Description of problem: PHP's passthru function in Red Hat 8 stock PHP/Apache2 is barely functional, if the program it runs returns any significant amount of data, it causes a DoS situation, the server will become very unresponsive, and the query takes much longer than expected. This could be remotely exploited as a system-wide DoS attack if the user has any script that uses a passthru() function to return data the user requested from an external command. Version-Release number of selected component (if applicable): php-4.2.2-8.0.7 httpd-2.0.40-11 How reproducible: Always Steps to Reproduce: 1. Create a small php script with one command: passthru("cat /boot/vmlinuz"); 2. Request the script through the web server. The first time it runs it may run quickly and return the proper output, but subsequent times it will randomly take a very long time to return the output, a seeming random amount of time between 10 seconds and 10 minutes. While the script is running, the server will be very unresponsive. Note that /boot/vmlinuz is just an example, any command that returns a significant amount of output, (500K+ such as calling ghostscript to generate a PDF/PS file for the user) will cause the condition.

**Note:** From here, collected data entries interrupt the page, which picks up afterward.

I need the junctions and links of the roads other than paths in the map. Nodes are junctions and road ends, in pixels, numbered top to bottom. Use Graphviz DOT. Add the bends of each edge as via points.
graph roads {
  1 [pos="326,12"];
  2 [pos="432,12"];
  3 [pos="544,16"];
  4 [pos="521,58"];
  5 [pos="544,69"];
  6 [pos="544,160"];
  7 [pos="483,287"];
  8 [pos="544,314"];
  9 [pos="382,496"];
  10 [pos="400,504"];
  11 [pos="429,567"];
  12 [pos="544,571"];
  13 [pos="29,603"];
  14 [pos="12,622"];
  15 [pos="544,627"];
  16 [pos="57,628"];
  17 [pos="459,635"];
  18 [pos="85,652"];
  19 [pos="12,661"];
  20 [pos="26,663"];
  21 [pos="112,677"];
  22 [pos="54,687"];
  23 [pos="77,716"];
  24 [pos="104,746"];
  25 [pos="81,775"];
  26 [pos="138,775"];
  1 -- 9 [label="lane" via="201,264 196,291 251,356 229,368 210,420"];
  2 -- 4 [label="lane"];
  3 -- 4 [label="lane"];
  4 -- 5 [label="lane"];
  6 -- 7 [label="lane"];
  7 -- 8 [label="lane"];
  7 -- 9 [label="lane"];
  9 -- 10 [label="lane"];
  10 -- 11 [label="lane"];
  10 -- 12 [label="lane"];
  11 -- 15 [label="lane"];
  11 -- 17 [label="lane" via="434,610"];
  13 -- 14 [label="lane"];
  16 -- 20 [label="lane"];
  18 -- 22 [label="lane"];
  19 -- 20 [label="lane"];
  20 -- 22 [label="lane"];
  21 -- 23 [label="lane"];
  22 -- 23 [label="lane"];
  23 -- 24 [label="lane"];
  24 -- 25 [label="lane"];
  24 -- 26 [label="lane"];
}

Larger outputs seem to cause the response time to scale up in an exponential growth rate. Actual results: Extreme slowdown of server. Expected results: Almost instant response with data. Additional info:
passthru() did get optimized recently upstream, though this sounds like a more serious problem. (http://bugs.php.net/bug.php?id=22308)
This was a problem where httpd would sometimes buffer up dynamic content, and was fixed by the most recent httpd erratum. Thanks for the report. *** This bug has been marked as a duplicate of 97111 ***
Changed to 'CLOSED' state since 'RESOLVED' has been deprecated.